Daniel T'seleie
Northern News Services
Rankin Inlet (Aug 24/05) - After working in the Rankin Inlet Health Centre for over 30 years, Marie Tiktak is very familiar with the system. But as a clerk/interpreter she was never solely responsible for dealing with patients.
Now she can help elders and other community members who need X-rays taken. She graduated this month from an X-ray technician course with 11 others.
"At first it was hard, but as you get along it was easier," Tiktak said.
Memorizing medical terminology is required to pass the course.
Remembering terms in English can be difficult, and so is translating them into Inuktitut for unilingual patients. Tiktak refers to bones and other parts of the caribou when thinking about anatomy.
"It's almost like when you're looking at a caribou, that's how I remember parts in Inuktitut," she said.
The extra staff will help an already strained health care system.
"Nowadays, it's better to have people working all the time because there's lots of people who need X-rays," Tiktak said.
Numbers vary, but she estimates 15 to 20 people come in each week for X-rays. She is the only permanent radiographer in Rankin Inlet.

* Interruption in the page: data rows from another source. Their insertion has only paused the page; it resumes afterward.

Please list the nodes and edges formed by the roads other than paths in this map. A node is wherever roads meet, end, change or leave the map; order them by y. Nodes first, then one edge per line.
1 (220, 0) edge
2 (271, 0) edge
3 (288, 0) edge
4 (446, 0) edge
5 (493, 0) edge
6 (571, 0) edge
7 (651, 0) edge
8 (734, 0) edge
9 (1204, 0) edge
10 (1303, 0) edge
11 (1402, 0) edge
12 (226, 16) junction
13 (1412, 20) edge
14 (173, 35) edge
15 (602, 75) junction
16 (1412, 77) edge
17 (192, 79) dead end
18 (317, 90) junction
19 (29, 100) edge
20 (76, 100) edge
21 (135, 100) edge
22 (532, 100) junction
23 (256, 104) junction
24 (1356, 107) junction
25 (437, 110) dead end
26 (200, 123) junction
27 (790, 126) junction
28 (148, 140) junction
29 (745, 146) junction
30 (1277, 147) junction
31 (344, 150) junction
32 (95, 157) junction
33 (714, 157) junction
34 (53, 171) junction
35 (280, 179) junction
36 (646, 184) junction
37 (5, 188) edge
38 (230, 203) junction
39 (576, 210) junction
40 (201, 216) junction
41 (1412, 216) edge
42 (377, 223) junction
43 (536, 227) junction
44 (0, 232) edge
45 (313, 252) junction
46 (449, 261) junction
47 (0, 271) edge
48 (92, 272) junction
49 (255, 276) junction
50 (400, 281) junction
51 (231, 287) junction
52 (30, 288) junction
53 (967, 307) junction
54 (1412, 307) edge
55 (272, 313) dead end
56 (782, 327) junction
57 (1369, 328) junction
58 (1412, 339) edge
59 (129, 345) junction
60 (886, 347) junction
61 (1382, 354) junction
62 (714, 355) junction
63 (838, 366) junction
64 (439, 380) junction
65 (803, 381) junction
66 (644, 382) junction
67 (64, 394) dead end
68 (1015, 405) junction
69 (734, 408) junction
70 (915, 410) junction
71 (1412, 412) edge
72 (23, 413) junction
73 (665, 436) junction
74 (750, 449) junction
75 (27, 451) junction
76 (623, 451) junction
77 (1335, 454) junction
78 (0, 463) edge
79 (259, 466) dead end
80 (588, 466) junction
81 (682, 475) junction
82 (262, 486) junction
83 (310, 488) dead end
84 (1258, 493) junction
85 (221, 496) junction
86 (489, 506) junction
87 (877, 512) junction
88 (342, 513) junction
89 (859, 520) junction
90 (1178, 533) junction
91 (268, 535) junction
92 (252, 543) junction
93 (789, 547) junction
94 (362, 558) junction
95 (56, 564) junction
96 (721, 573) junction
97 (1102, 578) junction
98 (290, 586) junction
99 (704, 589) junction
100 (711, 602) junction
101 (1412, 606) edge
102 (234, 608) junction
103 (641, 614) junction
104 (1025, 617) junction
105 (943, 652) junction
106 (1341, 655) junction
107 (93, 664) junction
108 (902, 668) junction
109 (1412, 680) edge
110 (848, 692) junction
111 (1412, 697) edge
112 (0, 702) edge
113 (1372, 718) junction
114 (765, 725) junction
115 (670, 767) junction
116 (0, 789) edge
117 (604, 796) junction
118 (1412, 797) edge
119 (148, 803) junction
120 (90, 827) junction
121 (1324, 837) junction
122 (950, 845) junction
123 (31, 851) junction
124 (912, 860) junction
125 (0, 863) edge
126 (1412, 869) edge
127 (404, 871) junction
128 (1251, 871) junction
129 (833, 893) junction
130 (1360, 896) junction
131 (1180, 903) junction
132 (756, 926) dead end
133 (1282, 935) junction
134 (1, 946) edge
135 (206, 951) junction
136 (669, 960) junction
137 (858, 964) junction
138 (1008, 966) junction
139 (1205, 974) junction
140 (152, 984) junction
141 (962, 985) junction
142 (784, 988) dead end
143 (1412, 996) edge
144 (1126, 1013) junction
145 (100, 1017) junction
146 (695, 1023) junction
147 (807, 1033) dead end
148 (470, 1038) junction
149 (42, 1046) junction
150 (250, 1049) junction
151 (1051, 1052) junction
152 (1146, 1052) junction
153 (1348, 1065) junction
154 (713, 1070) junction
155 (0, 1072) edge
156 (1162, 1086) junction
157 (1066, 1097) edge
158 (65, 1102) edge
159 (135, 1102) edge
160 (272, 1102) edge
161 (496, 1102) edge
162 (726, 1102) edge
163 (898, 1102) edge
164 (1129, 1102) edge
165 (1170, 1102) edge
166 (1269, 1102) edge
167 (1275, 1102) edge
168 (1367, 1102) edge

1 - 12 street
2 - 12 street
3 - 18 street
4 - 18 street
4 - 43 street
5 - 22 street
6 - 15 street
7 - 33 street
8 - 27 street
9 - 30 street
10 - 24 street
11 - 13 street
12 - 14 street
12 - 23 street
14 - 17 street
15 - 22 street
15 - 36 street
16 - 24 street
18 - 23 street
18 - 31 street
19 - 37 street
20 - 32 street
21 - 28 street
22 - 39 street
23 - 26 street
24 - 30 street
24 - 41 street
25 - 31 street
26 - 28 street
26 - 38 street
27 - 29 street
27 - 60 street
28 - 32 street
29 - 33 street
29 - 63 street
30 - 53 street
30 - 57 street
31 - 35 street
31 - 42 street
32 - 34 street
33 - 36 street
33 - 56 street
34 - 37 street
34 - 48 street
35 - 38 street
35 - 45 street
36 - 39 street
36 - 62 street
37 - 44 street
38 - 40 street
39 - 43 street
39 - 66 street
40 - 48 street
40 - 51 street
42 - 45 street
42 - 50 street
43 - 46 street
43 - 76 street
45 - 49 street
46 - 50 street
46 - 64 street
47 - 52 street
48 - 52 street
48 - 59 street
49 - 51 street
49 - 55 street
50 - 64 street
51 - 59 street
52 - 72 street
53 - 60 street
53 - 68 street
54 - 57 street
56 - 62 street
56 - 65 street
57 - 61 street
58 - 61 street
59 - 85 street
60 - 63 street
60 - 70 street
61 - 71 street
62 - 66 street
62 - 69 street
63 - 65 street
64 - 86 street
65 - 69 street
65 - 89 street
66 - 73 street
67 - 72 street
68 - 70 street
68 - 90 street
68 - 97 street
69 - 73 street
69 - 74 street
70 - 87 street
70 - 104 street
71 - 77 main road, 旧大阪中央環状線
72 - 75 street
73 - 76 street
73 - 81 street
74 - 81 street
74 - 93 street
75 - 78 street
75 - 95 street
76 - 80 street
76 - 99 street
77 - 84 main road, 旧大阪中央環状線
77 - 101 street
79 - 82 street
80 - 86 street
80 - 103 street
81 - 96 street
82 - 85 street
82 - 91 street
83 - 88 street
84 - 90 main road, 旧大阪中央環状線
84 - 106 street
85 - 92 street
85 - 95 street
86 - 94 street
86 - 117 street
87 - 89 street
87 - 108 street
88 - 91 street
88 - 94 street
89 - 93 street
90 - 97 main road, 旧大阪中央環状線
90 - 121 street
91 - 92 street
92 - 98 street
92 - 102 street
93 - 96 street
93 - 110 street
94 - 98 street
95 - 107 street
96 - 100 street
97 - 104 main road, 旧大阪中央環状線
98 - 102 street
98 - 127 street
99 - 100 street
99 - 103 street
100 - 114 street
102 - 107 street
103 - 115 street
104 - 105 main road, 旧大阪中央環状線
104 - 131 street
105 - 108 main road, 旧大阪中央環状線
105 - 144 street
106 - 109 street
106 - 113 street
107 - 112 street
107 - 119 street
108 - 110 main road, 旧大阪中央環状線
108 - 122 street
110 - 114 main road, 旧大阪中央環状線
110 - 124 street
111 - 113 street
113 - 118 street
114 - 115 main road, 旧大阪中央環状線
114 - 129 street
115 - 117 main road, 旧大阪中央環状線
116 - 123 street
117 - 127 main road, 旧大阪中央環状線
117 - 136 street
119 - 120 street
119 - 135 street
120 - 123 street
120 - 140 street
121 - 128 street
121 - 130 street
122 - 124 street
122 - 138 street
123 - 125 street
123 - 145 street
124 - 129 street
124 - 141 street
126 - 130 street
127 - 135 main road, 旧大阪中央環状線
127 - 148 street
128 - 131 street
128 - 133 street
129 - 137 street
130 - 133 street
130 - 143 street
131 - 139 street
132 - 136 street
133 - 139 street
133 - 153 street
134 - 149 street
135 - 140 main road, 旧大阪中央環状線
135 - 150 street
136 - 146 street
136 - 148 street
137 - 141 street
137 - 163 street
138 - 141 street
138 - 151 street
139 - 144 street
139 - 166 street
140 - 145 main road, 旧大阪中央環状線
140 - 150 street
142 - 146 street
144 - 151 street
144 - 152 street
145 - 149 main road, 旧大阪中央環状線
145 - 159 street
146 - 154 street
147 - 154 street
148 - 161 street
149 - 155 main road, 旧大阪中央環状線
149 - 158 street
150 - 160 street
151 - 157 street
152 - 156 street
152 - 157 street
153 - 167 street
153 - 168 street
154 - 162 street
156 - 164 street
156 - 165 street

"They'll certainly make a difference to the effect that they're out in the community," said Carol Ann MacNeil, a medical radiation technologist and ultrasonographer at Baffin Regional Hospital.
There is a fine distinction between the training she has received and that offered to the basic radiography workers.
They are qualified to take X-rays of the limbs and the chest or abdomen. More complicated X-rays - of the back or skull for example - must be taken in Iqaluit.
The graduates will still be "very busy" MacNeil said. She estimates 75 to 80 per cent of X-rays can be taken in the community by the radiography workers.
"There are a lot of patients that need X-rays," she said.